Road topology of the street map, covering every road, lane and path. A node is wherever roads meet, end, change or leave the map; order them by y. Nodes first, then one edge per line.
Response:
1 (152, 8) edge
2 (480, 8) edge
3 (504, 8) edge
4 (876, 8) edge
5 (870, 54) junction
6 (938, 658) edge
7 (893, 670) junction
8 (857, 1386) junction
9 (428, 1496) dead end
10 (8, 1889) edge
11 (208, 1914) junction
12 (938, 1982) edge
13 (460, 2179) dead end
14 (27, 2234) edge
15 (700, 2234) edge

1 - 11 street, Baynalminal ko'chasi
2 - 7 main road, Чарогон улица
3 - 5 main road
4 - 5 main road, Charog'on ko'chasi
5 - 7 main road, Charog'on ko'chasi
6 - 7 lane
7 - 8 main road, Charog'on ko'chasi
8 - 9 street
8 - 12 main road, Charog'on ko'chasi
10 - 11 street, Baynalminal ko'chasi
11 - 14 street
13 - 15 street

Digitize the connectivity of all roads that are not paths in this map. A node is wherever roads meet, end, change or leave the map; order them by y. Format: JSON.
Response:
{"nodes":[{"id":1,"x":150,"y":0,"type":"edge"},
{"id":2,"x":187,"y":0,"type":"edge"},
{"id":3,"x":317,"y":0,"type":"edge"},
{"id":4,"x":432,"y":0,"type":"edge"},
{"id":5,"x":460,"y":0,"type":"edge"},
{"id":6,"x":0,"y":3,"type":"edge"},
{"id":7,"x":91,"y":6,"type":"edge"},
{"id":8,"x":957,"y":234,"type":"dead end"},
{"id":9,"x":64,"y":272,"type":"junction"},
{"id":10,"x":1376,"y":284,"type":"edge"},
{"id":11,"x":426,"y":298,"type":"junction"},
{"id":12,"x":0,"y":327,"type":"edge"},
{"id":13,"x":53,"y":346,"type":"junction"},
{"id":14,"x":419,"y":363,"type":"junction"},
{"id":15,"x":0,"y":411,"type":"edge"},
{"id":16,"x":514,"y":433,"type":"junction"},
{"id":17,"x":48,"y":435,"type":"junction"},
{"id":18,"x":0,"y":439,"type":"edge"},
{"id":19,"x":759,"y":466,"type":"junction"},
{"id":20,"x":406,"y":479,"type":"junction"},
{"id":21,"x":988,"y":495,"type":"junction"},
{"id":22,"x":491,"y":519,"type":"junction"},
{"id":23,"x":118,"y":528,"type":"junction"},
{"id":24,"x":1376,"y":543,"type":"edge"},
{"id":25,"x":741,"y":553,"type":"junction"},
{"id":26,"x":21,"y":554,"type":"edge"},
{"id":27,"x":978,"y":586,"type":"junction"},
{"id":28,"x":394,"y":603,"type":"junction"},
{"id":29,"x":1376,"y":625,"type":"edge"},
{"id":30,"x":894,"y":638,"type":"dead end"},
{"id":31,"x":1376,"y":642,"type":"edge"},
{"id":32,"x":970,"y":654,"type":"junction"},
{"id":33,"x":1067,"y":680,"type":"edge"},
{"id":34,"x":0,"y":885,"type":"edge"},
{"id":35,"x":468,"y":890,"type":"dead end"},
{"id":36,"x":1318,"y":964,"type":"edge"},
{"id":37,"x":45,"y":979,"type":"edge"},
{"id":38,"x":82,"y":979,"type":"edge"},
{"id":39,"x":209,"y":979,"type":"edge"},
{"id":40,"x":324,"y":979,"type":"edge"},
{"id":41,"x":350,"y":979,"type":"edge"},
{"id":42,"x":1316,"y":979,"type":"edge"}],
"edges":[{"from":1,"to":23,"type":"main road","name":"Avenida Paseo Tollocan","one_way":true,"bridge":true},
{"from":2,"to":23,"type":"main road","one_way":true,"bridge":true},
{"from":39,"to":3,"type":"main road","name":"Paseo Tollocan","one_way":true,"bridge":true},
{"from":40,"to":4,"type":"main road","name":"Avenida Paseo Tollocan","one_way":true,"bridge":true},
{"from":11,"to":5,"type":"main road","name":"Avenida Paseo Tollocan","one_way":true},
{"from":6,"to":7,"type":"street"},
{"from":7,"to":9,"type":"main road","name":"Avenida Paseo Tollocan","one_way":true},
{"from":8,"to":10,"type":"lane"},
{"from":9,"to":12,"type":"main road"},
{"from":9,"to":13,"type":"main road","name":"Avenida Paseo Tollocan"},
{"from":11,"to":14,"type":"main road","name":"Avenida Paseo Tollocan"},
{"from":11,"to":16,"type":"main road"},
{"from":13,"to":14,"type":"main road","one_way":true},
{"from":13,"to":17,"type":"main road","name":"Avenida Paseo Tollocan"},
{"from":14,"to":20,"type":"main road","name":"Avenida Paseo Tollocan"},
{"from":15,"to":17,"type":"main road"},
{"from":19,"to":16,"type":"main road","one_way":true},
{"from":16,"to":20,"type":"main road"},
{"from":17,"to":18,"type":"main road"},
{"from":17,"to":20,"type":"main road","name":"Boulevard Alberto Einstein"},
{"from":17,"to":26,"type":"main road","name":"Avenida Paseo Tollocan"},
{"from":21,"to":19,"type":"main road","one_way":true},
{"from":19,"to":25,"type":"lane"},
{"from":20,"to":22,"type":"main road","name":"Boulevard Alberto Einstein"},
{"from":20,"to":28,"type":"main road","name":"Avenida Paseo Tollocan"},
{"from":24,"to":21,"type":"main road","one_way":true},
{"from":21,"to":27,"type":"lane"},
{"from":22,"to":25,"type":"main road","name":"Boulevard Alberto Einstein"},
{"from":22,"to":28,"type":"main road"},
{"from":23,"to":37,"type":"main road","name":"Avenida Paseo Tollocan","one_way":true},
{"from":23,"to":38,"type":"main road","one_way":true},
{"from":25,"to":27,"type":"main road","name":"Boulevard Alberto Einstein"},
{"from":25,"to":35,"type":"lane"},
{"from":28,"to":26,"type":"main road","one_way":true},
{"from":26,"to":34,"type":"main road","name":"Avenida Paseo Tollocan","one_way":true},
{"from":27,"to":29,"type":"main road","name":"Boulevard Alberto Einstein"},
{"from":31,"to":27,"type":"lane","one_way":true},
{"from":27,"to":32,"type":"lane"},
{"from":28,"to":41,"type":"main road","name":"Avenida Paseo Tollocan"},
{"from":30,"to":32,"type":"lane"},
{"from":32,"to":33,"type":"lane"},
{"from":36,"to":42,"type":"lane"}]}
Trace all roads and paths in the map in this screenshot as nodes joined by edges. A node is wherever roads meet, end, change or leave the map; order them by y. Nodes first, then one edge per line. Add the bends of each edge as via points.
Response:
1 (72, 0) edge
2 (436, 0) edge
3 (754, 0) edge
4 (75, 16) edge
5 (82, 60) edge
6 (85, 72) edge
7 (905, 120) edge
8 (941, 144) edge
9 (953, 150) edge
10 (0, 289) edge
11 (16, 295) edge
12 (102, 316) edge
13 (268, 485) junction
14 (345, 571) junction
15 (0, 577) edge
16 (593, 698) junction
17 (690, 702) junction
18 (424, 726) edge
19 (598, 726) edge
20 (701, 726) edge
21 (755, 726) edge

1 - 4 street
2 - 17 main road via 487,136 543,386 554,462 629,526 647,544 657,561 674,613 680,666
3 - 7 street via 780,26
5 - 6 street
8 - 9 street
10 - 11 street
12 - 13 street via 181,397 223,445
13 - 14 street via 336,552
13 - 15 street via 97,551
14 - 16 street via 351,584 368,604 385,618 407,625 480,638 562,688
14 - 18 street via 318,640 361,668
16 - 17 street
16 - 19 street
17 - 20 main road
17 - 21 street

# # # # # # #

TASK: In the data above, find each line where the string "order" appears, then copy it.

SOLUTION FOR THIS EXERCISE:
Road topology of the street map, covering every road, lane and path. A node is wherever roads meet, end, change or leave the map; order them by y. Nodes first, then one edge per line.
Digitize the connectivity of all roads that are not paths in this map. A node is wherever roads meet, end, change or leave the map; order them by y. Format: JSON.
Trace all roads and paths in the map in this screenshot as nodes joined by edges. A node is wherever roads meet, end, change or leave the map; order them by y. Nodes first, then one edge per line. Add the bends of each edge as via points.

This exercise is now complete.